Depois de 65 dias de uma batalha em que converteu adversários políticos em aliados, a democrata-cristã Angela Merkel foi eleita ontem chanceler (chefe de governo) da Alemanha por 397 votos a 202. Ela assume com a difícil tarefa de superar as diferenças políticas existentes na grande coalizão com os social-democratas (a primeira desde os anos 60 e a segunda do pós-guerra) para alcançar objetivos como os de reativar a economia e criar empregos. Como a coalizão reúne políticos de idéias diametralmente opostas, o ímpeto por mudanças poderia ser bloqueado. De qualquer forma, Merkel já concretizou um objetivo, um sonho que acalentava havia pelo menos seis anos, quando assumiu a liderança da União Democrata-Cristã (CDU): ser a primeira mulher a chefiar o governo alemão. O feito não tem paralelo. Ela é a primeira mulher a dirigir os destinos de uma das três maiores economias do mundo - a Alemanha está atrás somente dos EUA e Japão.

Merkel vislumbrou a possibilidade de quebrar o tabu em 1998, quando a CDU sofreu humilhante derrota eleitoral para os social-democratas de Gerhard Schroeder. Nesse ano, ela assumiu a secretaria-geral da CDU, feito inédito até então num país de larga tradição de supremacia política masculina.

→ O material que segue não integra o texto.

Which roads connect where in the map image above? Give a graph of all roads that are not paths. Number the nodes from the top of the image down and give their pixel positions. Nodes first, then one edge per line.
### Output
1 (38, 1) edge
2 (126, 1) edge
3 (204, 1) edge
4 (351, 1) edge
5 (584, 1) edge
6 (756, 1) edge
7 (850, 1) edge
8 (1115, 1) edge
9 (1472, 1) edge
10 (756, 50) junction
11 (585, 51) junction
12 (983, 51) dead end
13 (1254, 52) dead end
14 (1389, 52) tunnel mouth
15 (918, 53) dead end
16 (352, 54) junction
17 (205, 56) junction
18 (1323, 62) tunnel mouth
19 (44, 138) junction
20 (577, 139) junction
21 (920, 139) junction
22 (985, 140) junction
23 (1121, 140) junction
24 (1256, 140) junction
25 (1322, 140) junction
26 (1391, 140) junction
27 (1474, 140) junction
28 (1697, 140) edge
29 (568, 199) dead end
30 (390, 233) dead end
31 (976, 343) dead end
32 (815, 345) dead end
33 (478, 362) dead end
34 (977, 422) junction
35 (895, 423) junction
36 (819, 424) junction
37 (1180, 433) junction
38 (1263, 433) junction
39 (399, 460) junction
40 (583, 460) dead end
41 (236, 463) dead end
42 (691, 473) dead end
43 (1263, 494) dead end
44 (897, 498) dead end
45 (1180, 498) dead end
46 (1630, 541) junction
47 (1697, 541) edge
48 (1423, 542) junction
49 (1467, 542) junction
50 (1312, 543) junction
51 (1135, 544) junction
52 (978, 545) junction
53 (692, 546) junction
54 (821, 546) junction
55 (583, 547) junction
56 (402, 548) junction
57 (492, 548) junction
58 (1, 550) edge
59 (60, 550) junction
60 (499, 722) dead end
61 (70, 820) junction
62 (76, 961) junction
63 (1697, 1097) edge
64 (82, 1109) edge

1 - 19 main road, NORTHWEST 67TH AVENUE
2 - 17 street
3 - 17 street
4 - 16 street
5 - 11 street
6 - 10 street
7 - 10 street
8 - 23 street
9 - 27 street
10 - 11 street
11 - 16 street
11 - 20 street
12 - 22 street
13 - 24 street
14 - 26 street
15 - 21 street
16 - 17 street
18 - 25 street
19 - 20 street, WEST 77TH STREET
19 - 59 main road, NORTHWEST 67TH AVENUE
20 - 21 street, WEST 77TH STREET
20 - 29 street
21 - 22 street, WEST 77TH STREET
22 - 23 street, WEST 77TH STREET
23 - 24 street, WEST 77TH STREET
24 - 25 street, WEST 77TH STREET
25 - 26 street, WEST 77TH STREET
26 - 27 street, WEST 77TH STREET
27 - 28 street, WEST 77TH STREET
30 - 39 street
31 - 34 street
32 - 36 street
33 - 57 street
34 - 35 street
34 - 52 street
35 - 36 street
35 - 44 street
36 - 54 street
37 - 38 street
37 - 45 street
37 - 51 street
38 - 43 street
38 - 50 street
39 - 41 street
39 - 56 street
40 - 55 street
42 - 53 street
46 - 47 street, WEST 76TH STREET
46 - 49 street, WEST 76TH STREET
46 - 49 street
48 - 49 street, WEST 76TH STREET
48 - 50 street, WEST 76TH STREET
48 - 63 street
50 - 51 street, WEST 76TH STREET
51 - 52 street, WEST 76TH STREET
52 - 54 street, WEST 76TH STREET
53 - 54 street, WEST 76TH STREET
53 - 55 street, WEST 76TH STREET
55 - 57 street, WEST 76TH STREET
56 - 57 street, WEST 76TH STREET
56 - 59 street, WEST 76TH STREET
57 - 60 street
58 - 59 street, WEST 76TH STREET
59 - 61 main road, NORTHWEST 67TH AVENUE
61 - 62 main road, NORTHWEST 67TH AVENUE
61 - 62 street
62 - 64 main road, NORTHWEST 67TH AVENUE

Mas foi este ano, quando Schroeder, sob pressão de correligionários descontentes com os rumos de suas reformas econômicas e sociais, decidiu antecipar as eleições, que o sonho de Merkel tomou contornos de realidade. De início, as pesquisas a favoreciam amplamente. Ela orientara a campanha eleitoral para uma rápida solução do principal problema do país: o desemprego, que atinge quase 10% da população economicamente ativa. Mas cometeu equívocos estratégicos ao indicar nomes impopulares para planejar a política econômica.

Schroeder soube tirar proveito da situação. Carismático e competente no palanque, venceu a sóbria rival num debate na TV. Não conseguiu reverter a tendência, mas fez com que seu partido chegasse a encostar na CDU. As eleições de 18 de setembro terminaram praticamente empatadas, com uma vantagem de apenas três cadeiras para a coalizão liderada pela CDU. Esse quadro gerou um impasse. O experiente Schroeder tentou apegar-se ao cargo, mas Merkel resistiu com tenacidade. A solução encontrada também foi histórica. As duas correntes, embora de ideologias conflitantes, decidiram se unir. Merkel acabou ganhando a queda-de-braço com Schroeder, que se retirou da política.

Com a ascensão de Merkel, elevou-se a cinco o total de mulheres que governam países. Elas estão à frente na Nova Zelândia, Bangladesh, São Tomé e Príncipe e Moçambique.